Following up on the previous discussion
"[When Calibre convert, the input language is zh-tw, but the output language become zh]"
I've noticed an ongoing issue with Traditional Chinese (zh-hant) language handling in Calibre's conversion process. Currently, while Calibre can process Traditional Chinese content, there seems to be inconsistent handling of the language tag specifications.
Current Behavior:
Input files with language tag zh-tw,zh-hk,zh-hant... are being converted
code: <dc:language>zh-tw</dc:language>
After input, the language tag is simplified to just zh
code: <dc:language>zh</dc:language>
This affects metadata consistency and could impact text processing
Why this matters:
Traditional Chinese (zh-hant) is distinctly different from Simplified Chinese (zh-hans)
Requested Enhancement:
Could we add support for maintaining the zh-hant language variable throughout the conversion process?
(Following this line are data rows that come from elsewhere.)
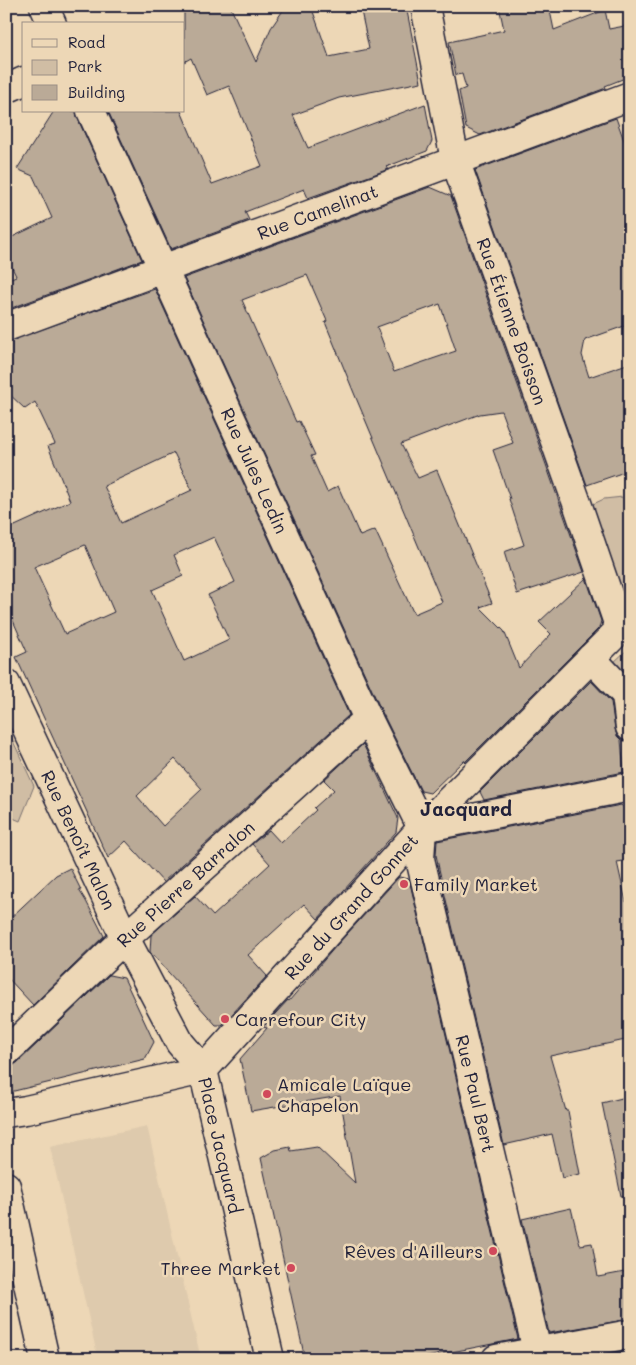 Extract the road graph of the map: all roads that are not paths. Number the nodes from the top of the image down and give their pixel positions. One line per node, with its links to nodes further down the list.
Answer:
1 (44, 6): 3 (street)
2 (425, 6): 8 (street, Rue Étienne Boisson)
3 (51, 22)
4 (22, 82): 5 (street)
5 (6, 90)
6 (630, 96): 8 (street, Rue Camelinat)
7 (91, 112): 9 (street, Rue Jules Ledin)
8 (455, 160): 9 (street, Rue Camelinat); 11 (street, Rue Étienne Boisson)
9 (163, 270): 10 (street, Rue Camelinat); 14 (street, Rue Jules Ledin)
10 (6, 327)
11 (625, 624): 12 (street, Rue du Grand Gonnet)
12 (591, 658): 15 (street); 17 (street, Rue du Grand Gonnet)
13 (6, 684): 18 (street, Rue Benoît Malon)
14 (368, 719): 17 (street, Rue Jules Ledin); 18 (street, Rue Pierre Barralon)
15 (630, 727)
16 (630, 787): 17 (street)
17 (422, 828): 20 (street, Rue du Grand Gonnet); 24 (street, Rue Paul Bert)
18 (125, 938): 19 (street, Rue Pierre Barralon); 20 (street, Rue Benoît Malon)
19 (6, 1052)
20 (204, 1070): 21 (street, Place Jacquard); 26 (street, Place Jacquard)
21 (6, 1113)
22 (6, 1186): 25 (street)
23 (630, 1334): 24 (street)
24 (538, 1355): 27 (street)
25 (45, 1359)
26 (270, 1359)
27 (496, 1359) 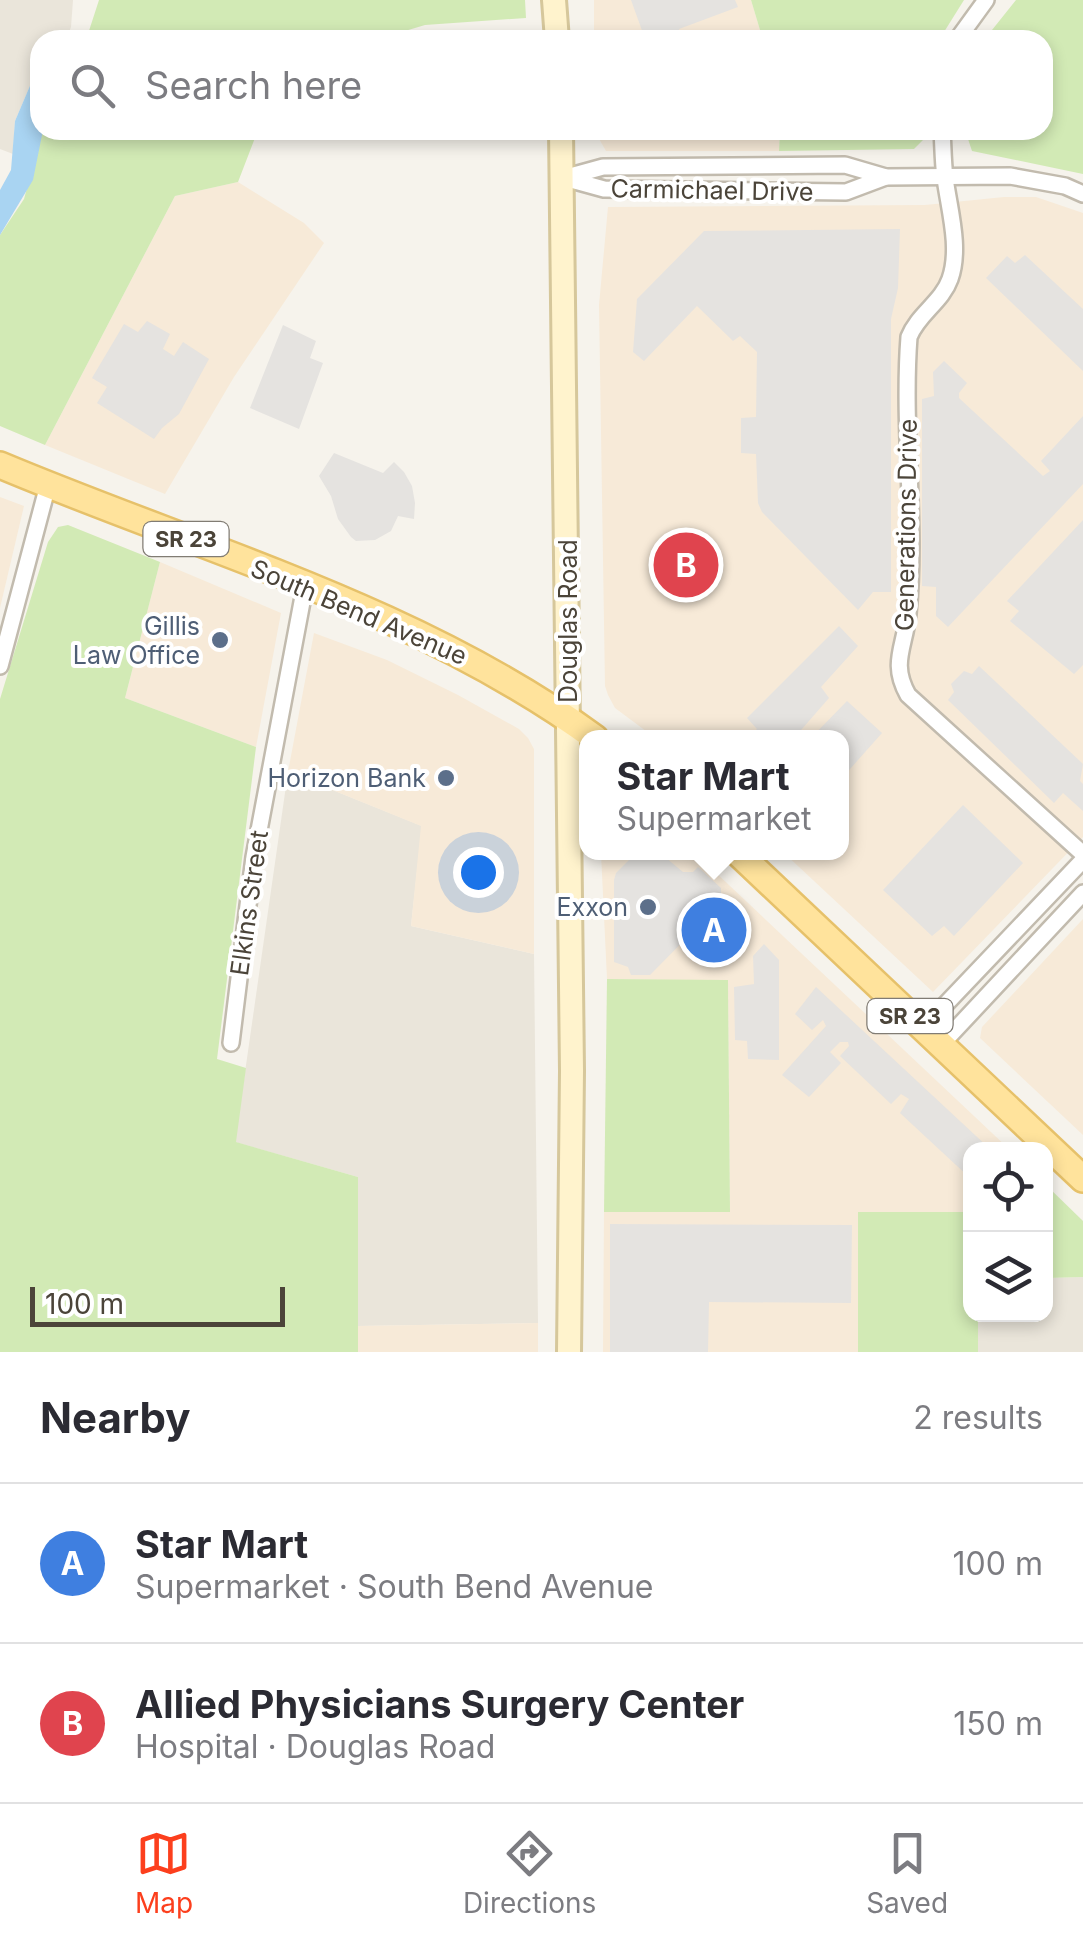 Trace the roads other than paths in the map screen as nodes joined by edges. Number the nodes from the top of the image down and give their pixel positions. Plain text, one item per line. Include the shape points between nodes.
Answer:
1 (554, 0) edge
2 (986, 0) edge
3 (556, 30) edge
4 (965, 30) edge
5 (561, 140) edge
6 (942, 140) edge
7 (712, 166) junction
8 (944, 177) junction
9 (563, 178) junction
10 (886, 178) junction
11 (713, 188) junction
12 (1083, 194) edge
13 (0, 465) edge
14 (48, 485) junction
15 (304, 586) junction
16 (0, 666) edge
17 (569, 718) junction
18 (585, 730) edge
19 (1083, 857) edge
20 (746, 860) edge
21 (1083, 893) edge
22 (932, 1037) junction
23 (231, 1043) dead end
24 (1083, 1179) edge
25 (570, 1352) edge

1 - 3 street
2 - 4 street
5 - 9 street, Douglas Road
6 - 8 street, Generations Drive
7 - 9 street, Carmichael Drive via 603,166
7 - 10 street, Carmichael Drive via 845,165
7 - 11 street
8 - 10 street, Carmichael Drive
8 - 12 street, Carmichael Drive via 1010,176
8 - 19 street, Generations Drive via 952,270 909,337 909,611 897,668 908,695
9 - 11 street, Carmichael Drive via 604,189
9 - 17 street, Douglas Road
10 - 11 street, Carmichael Drive via 846,192
13 - 14 main road, South Bend Avenue / SR 23
14 - 15 main road, South Bend Avenue / SR 23
14 - 16 street
15 - 17 main road, South Bend Avenue / SR 23 via 450,648
15 - 23 street, Elkins Street via 254,857
17 - 18 main road, South Bend Avenue / SR 23
17 - 25 street, Douglas Road
19 - 22 street
20 - 22 main road, SR 23
21 - 22 street
22 - 24 main road, SR 23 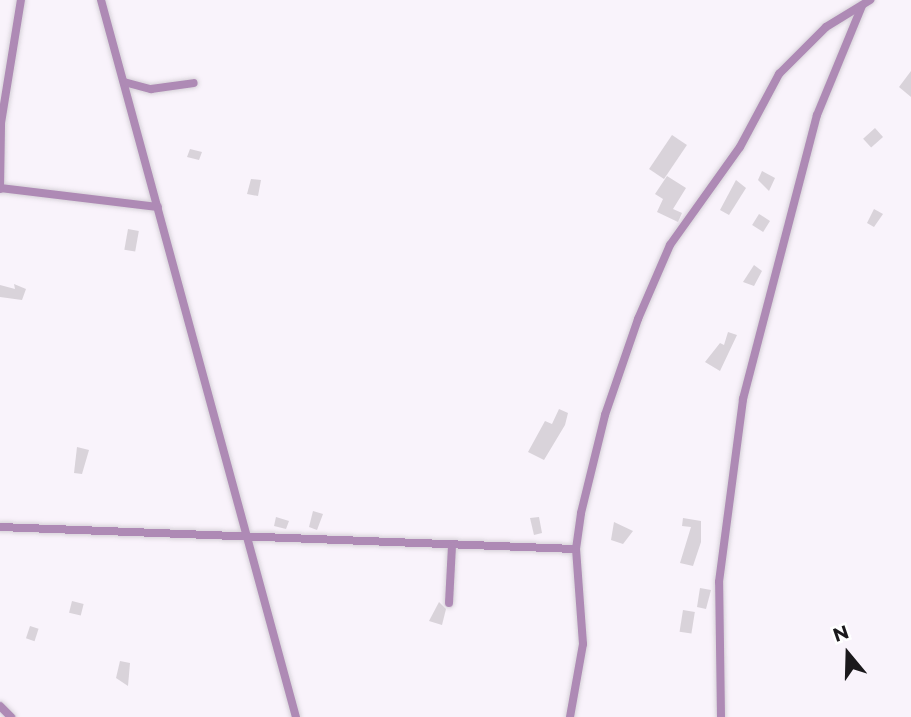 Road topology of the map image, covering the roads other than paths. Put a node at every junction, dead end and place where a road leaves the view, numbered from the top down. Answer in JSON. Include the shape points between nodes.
{"nodes":[{"id":1,"x":21,"y":0,"type":"edge"},
{"id":2,"x":101,"y":0,"type":"edge"},
{"id":3,"x":866,"y":2,"type":"edge"},
{"id":4,"x":124,"y":82,"type":"junction"},
{"id":5,"x":194,"y":83,"type":"dead end"},
{"id":6,"x":0,"y":140,"type":"edge"},
{"id":7,"x":0,"y":188,"type":"edge"},
{"id":8,"x":158,"y":206,"type":"junction"},
{"id":9,"x":0,"y":527,"type":"edge"},
{"id":10,"x":247,"y":538,"type":"junction"},
{"id":11,"x":452,"y":546,"type":"junction"},
{"id":12,"x":576,"y":550,"type":"junction"},
{"id":13,"x":449,"y":603,"type":"dead end"},
{"id":14,"x":0,"y":706,"type":"edge"},
{"id":15,"x":11,"y":717,"type":"edge"},
{"id":16,"x":296,"y":717,"type":"edge"},
{"id":17,"x":570,"y":717,"type":"edge"},
{"id":18,"x":721,"y":717,"type":"edge"}],
"edges":[{"from":1,"to":6,"type":"street"},
{"from":2,"to":4,"type":"street"},
{"from":3,"to":12,"type":"street","via":[[826,27],[779,74],[740,147],[670,245],[620,362],[590,470]]},
{"from":3,"to":18,"type":"street","via":[[817,115],[743,400],[719,582]]},
{"from":4,"to":5,"type":"street","via":[[151,89]]},
{"from":4,"to":8,"type":"street"},
{"from":6,"to":7,"type":"street"},
{"from":7,"to":8,"type":"street"},
{"from":8,"to":10,"type":"street"},
{"from":9,"to":10,"type":"street"},
{"from":10,"to":11,"type":"street"},
{"from":10,"to":16,"type":"street"},
{"from":11,"to":12,"type":"street"},
{"from":11,"to":13,"type":"street"},
{"from":12,"to":17,"type":"street","via":[[583,644]]},
{"from":14,"to":15,"type":"street"}]} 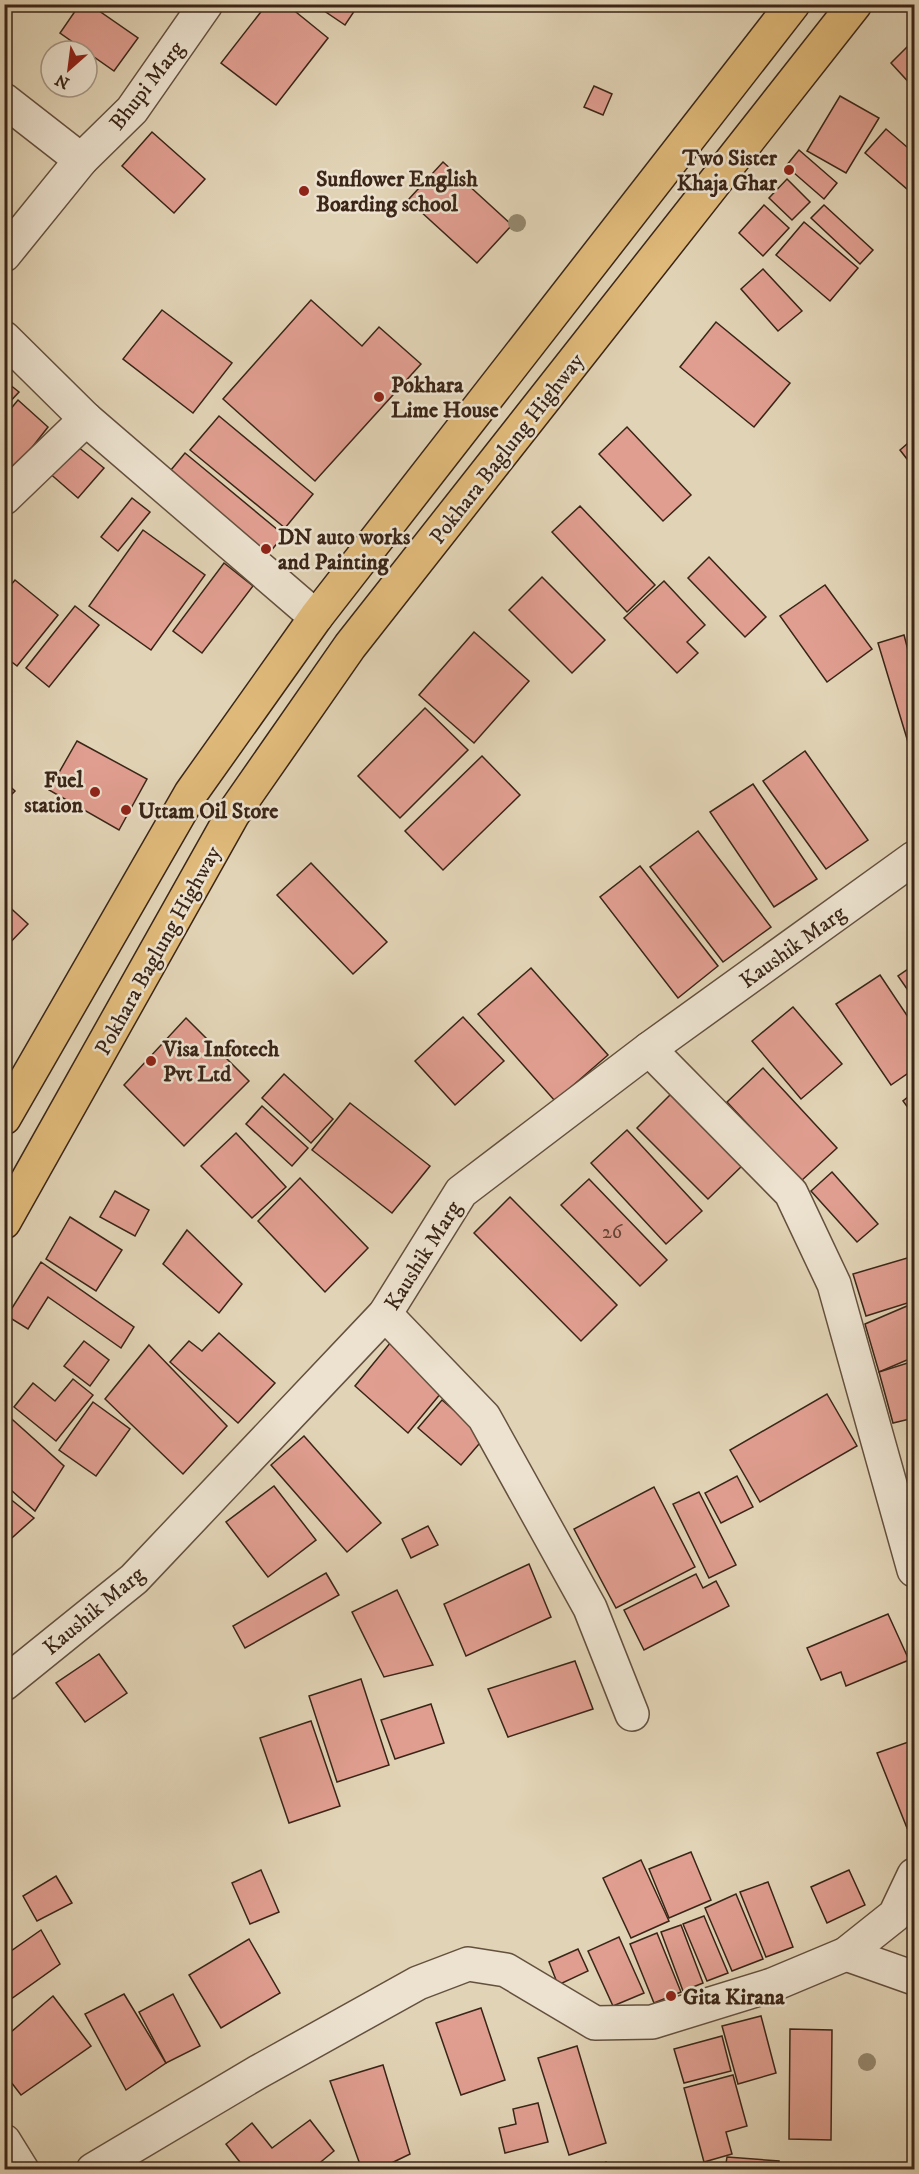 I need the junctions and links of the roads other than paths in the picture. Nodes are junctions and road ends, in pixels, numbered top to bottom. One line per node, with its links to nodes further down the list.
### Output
1 (206, 4): 5 (street, Bhupi Marg)
2 (793, 4): 10 (highway, Pokhara Baglung Highway)
3 (855, 4): 14 (highway, Pokhara Baglung Highway)
4 (4, 100): 5 (street)
5 (81, 160): 6 (street, Bhupi Marg)
6 (4, 255)
7 (4, 338): 8 (street)
8 (86, 419): 9 (street); 10 (street)
9 (4, 498)
10 (316, 617): 13 (highway, Pokhara Baglung Highway)
11 (915, 858): 12 (street, Kaushik Marg)
12 (649, 1049): 15 (street, Kaushik Marg); 16 (street)
13 (4, 1118)
14 (4, 1222)
15 (385, 1314): 17 (street, Kaushik Marg); 18 (street)
16 (915, 1570)
17 (4, 1684)
18 (632, 1714)
19 (915, 1875): 20 (street)
20 (846, 1954): 21 (street); 24 (street)
21 (915, 1978)
22 (4, 2141): 23 (street)
23 (22, 2169)
24 (93, 2169) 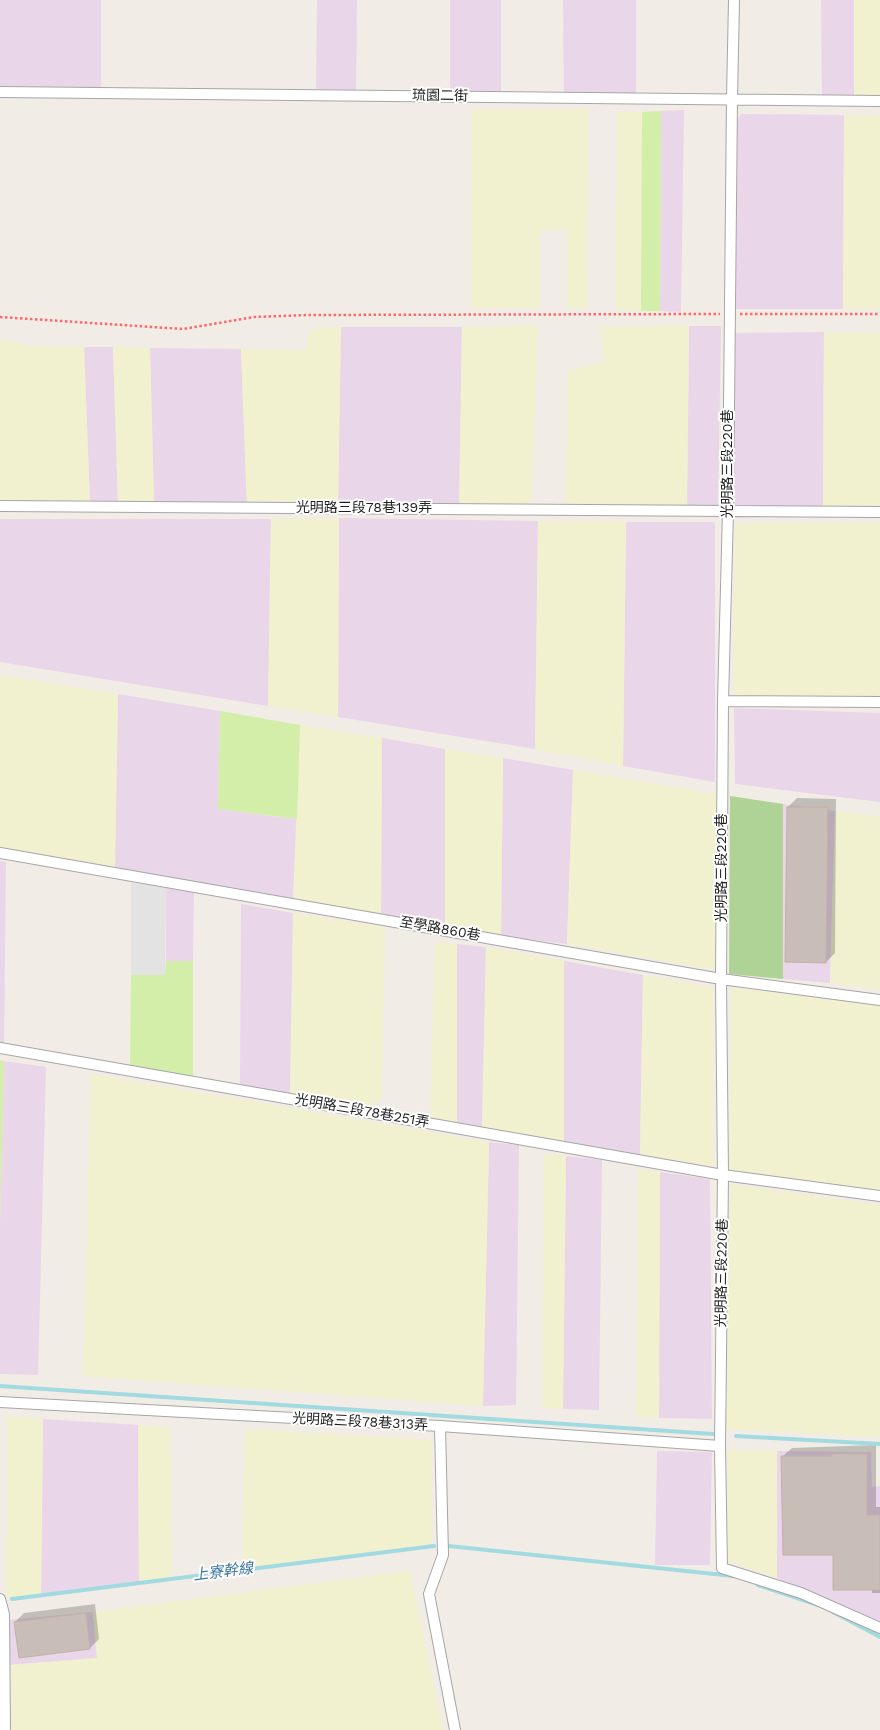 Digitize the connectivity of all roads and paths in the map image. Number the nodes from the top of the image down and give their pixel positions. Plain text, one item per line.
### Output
1 (734, 0) edge
2 (0, 92) edge
3 (732, 99) junction
4 (880, 101) edge
5 (729, 314) junction
6 (880, 314) edge
7 (0, 317) edge
8 (0, 506) edge
9 (728, 511) junction
10 (880, 512) edge
11 (723, 701) junction
12 (880, 702) edge
13 (0, 852) edge
14 (721, 979) junction
15 (880, 1000) edge
16 (0, 1048) edge
17 (724, 1175) junction
18 (880, 1196) edge
19 (0, 1402) edge
20 (440, 1426) junction
21 (720, 1446) junction
22 (0, 1599) edge
23 (880, 1628) edge
24 (6, 1730) edge
25 (455, 1730) edge

1 - 3 street, 光明路三段220巷
2 - 3 street, 琉園二街
3 - 4 street, 琉園二街
3 - 5 street, 光明路三段220巷
5 - 6 path
5 - 7 path
5 - 9 street, 光明路三段220巷
8 - 9 street, 光明路三段78巷139弄
9 - 10 street, 光明路三段78巷139弄
9 - 11 street, 光明路三段220巷
11 - 12 street
11 - 14 street, 光明路三段220巷
13 - 14 street, 至學路860巷
14 - 15 street, 至學路860巷
14 - 17 street, 光明路三段220巷
16 - 17 street, 光明路三段78巷251弄
17 - 18 street, 光明路三段78巷251弄
17 - 21 street, 光明路三段220巷
19 - 20 street, 光明路三段78巷313弄
20 - 21 street, 光明路三段78巷313弄
20 - 25 street
21 - 23 street, 光明路三段220巷
22 - 24 street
This would:
- Better align with international language standards
- Improve accuracy in language identification
- Help maintain consistent metadata
- Support users working with Traditional Chinese content
Technical Note:
The zh-hant tag is the standard BCP 47 language tag for Traditional Chinese, which would be more precise than the region-specific zh-tw.
Has anyone else encountered this issue? Any thoughts on implementing this enhancement?
Thank you for considering this request.